Material for this task:

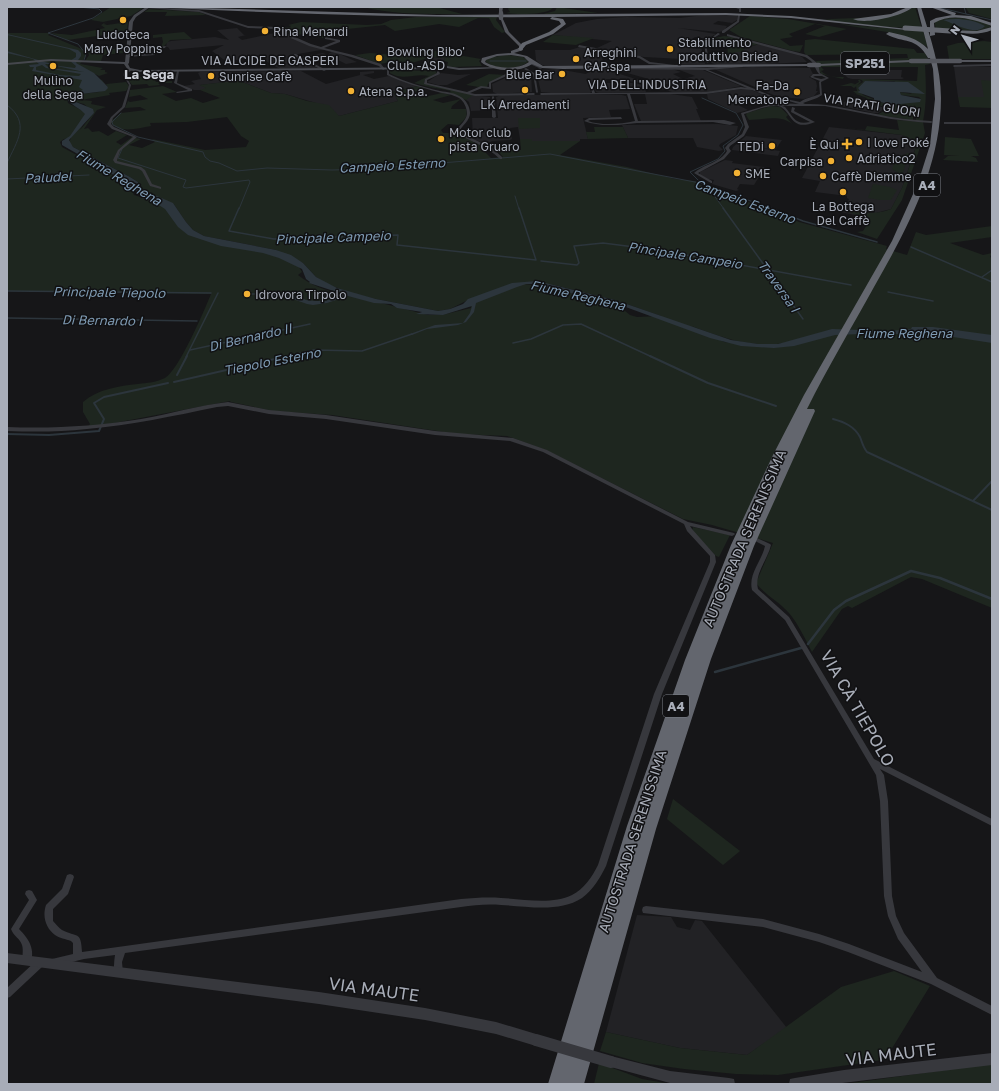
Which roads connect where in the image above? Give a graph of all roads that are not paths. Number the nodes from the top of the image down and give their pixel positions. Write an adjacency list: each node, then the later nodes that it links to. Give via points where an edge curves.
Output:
1 (147, 7): 38 (street, via 199,11 248,27 279,28 289,36); 40 (main road, via 132,19)
2 (170, 7): 13 (highway)
3 (188, 7): 9 (highway)
4 (501, 7): 27 (main road, bridge, via 501,18)
5 (734, 7): 29 (street, via 740,8 738,21)
6 (912, 7): 21 (highway, via 902,13 864,19)
7 (918, 7): 68 (highway, AUTOSTRADA SERENISSIMA / A4)
8 (932, 7): 26 (highway, via 982,20)
9 (208, 8): 10 (highway); 17 (highway)
10 (262, 8)
11 (556, 9): 18 (highway, via 541,13)
12 (574, 9): 15 (highway)
13 (229, 10): 16 (highway); 19 (highway)
14 (380, 11): 17 (highway)
15 (625, 14): 18 (highway); 20 (highway, via 711,13); 21 (highway, via 719,12); 24 (highway)
16 (282, 15)
17 (446, 15): 18 (highway)
18 (495, 15): 19 (highway); 34 (highway, via 543,17 564,22 562,26)
19 (461, 16): 23 (highway)
20 (777, 16): 28 (highway); 68 (highway, via 908,39 928,50)
21 (788, 16): 28 (highway)
22 (928, 17): 30 (highway, AUTOSTRADA SERENISSIMA / A4)
23 (390, 19)
24 (578, 21)
25 (570, 24): 39 (highway)
26 (992, 26): 28 (highway, bridge, via 981,32); 30 (highway, via 970,18 940,18 932,22)
27 (506, 29): 31 (main road); 41 (main road, via 520,44)
28 (906, 29)
29 (727, 33): 32 (street); 32 (street); 35 (street); 35 (street)
30 (932, 36): 106 (highway, AUTOSTRADA SERENISSIMA / A4, via 942,81 942,122 938,145 927,184 911,224)
31 (516, 37): 34 (highway, via 525,40); 39 (main road)
32 (714, 37): 50 (street, via 705,43)
33 (326, 38): 38 (street, via 340,41)
34 (538, 39): 39 (highway)
35 (750, 40): 46 (street)
36 (579, 46): 53 (street, via 640,56 646,62)
37 (165, 47): 40 (street)
38 (321, 48): 65 (street)
39 (529, 48): 41 (highway); 47 (main road)
40 (128, 49): 45 (main road)
41 (521, 49): 43 (main road)
42 (154, 54): 45 (street)
43 (503, 54): 47 (main road, SP251, via 517,55); 52 (main road, SP251, via 484,59)
44 (295, 55): 69 (street)
45 (128, 56): 49 (main road)
46 (808, 57): 75 (street, via 816,71); 76 (street)
47 (531, 61): 62 (main road, SP251, via 524,66); 63 (main road, SP251, via 542,67); 70 (street)
48 (992, 61): 55 (main road, SP251, bridge)
49 (125, 63): 51 (main road, via 42,60); 71 (main road)
50 (707, 63): 53 (street); 58 (street)
51 (7, 64)
52 (484, 64): 60 (main road, VIA ALCIDE DE GASPERI / SP251); 61 (main road, SP251)
53 (664, 65): 57 (street)
54 (992, 65): 56 (street)
55 (745, 66): 57 (main road, SP251); 58 (street); 58 (street)
56 (954, 66)
57 (653, 67): 64 (main road, SP251)
58 (715, 67): 67 (street); 87 (street, via 713,70 717,73)
59 (441, 68): 60 (main road, VIA ALCIDE DE GASPERI / SP251); 65 (main road, VIA ALCIDE DE GASPERI); 85 (street, via 439,73 425,83)
60 (472, 68): 61 (main road, VIA ALCIDE DE GASPERI / SP251)
61 (498, 68): 62 (main road, SP251)
62 (512, 68): 66 (main road, SP251)
63 (563, 68): 64 (main road, SP251); 70 (main road, SP251)
64 (614, 68): 67 (street)
65 (386, 69): 69 (main road, VIA ALCIDE DE GASPERI); 103 (street, via 388,74 452,94 465,101 467,118 457,132 491,148)
66 (525, 69): 70 (main road, SP251); 74 (street)
67 (703, 69): 80 (street, VIA PRATI GUORI)
68 (936, 69): 106 (highway, AUTOSTRADA SERENISSIMA / A4, via 936,122 933,145 922,183 899,235)
69 (325, 70): 72 (main road, VIA ALCIDE DE GASPERI)
70 (540, 70): 74 (street)
71 (128, 71): 72 (main road, VIA ALCIDE DE GASPERI); 105 (street, via 124,76 130,85 123,107 109,124 135,137 119,151 115,160 140,168 151,185)
72 (178, 71): 84 (street, via 175,83 191,90)
73 (510, 73): 81 (street, via 490,83)
74 (534, 74): 86 (street)
75 (812, 75): 76 (street); 78 (street, via 811,77)
76 (823, 75): 77 (street, via 828,78)
77 (823, 80): 78 (street); 95 (street, via 820,82 821,94)
78 (817, 81): 93 (street, via 819,90 816,95 804,99)
79 (591, 84): 88 (street)
80 (748, 87): 82 (street); 83 (street, VIA PRATI GUORI); 87 (street)
81 (490, 88): 85 (street, via 482,87); 90 (street, via 483,92); 91 (street, via 491,93)
82 (741, 88): 83 (street, VIA DELL'INDUSTRIA); 89 (street, VIA DELL'INDUSTRIA, via 715,93)
83 (754, 89): 94 (street, VIA PRATI GUORI, via 773,97)
84 (177, 92)
85 (462, 92): 90 (street)
86 (537, 93): 88 (street, VIA DELL'INDUSTRIA); 91 (street, VIA DELL'INDUSTRIA)
87 (766, 93): 93 (street)
88 (594, 94): 89 (street, VIA DELL'INDUSTRIA)
89 (628, 94): 98 (street)
90 (488, 95): 91 (street); 92 (street)
91 (498, 95): 92 (street, VIA DELL'INDUSTRIA)
92 (493, 97): 96 (street)
93 (790, 99): 94 (street, via 781,100); 95 (street)
94 (777, 104): 95 (street, VIA PRATI GUORI); 95 (street, VIA PRATI GUORI, via 796,121 803,124 813,122 792,110); 104 (street, via 742,114 747,127 743,135 729,145 728,154 722,159 696,173)
95 (800, 104): 100 (street, VIA PRATI GUORI, via 825,106 892,119)
96 (494, 117)
97 (621, 118): 98 (street, via 586,121 588,124)
98 (637, 122): 99 (street)
99 (715, 122): 99 (street, via 730,124 734,123 727,121)
100 (931, 122)
101 (945, 122): 102 (street)
102 (992, 123)
103 (501, 158)
104 (711, 182)
105 (160, 188)
106 (854, 321): 107 (highway, AUTOSTRADA SERENISSIMA / A4)
107 (842, 345): 127 (highway, AUTOSTRADA SERENISSIMA / A4, via 809,395 772,469 737,545 692,660 635,826); 128 (highway, AUTOSTRADA SERENISSIMA / A4, via 784,464 748,546 704,659 648,829)
108 (7, 429): 109 (street, via 62,430 106,426 228,404 269,412 326,417 435,433 511,439 545,451)
109 (686, 523): 110 (street); 117 (street, via 689,530 713,556 713,562 658,694 602,866 586,890 564,902 461,903)
110 (732, 534)
111 (757, 540): 112 (street, VIA CÀ TIEPOLO, via 768,545 768,550 754,578 754,590 787,619)
112 (872, 761): 113 (street); 123 (street, VIA CÀ TIEPOLO, via 882,784 888,896 892,916 901,936)
113 (992, 823)
114 (70, 877): 118 (street, via 65,891 49,908 49,922 59,933 77,941)
115 (29, 894): 120 (street, via 33,900 32,904 15,929 25,941 28,949)
116 (646, 910): 123 (street, via 763,923 849,948)
117 (121, 950): 118 (street); 122 (street)
118 (78, 957): 121 (street)
119 (7, 958): 120 (street, VIA MAUTE)
120 (27, 961): 121 (street, VIA MAUTE)
121 (43, 963): 122 (street, VIA MAUTE); 124 (street)
122 (119, 973): 129 (street, VIA MAUTE, bridge, via 440,1016 496,1028 670,1077)
123 (934, 981): 125 (street)
124 (7, 994)
125 (992, 1011)
126 (992, 1059): 130 (street, VIA MAUTE)
127 (558, 1084)
128 (574, 1084)
129 (729, 1084)
130 (795, 1084)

Directions for this task: Where does the word "bridge" occur in the data? Copy every line that has it.

Answer:
4 (501, 7): 27 (main road, bridge, via 501,18)
26 (992, 26): 28 (highway, bridge, via 981,32); 30 (highway, via 970,18 940,18 932,22)
48 (992, 61): 55 (main road, SP251, bridge)
122 (119, 973): 129 (street, VIA MAUTE, bridge, via 440,1016 496,1028 670,1077)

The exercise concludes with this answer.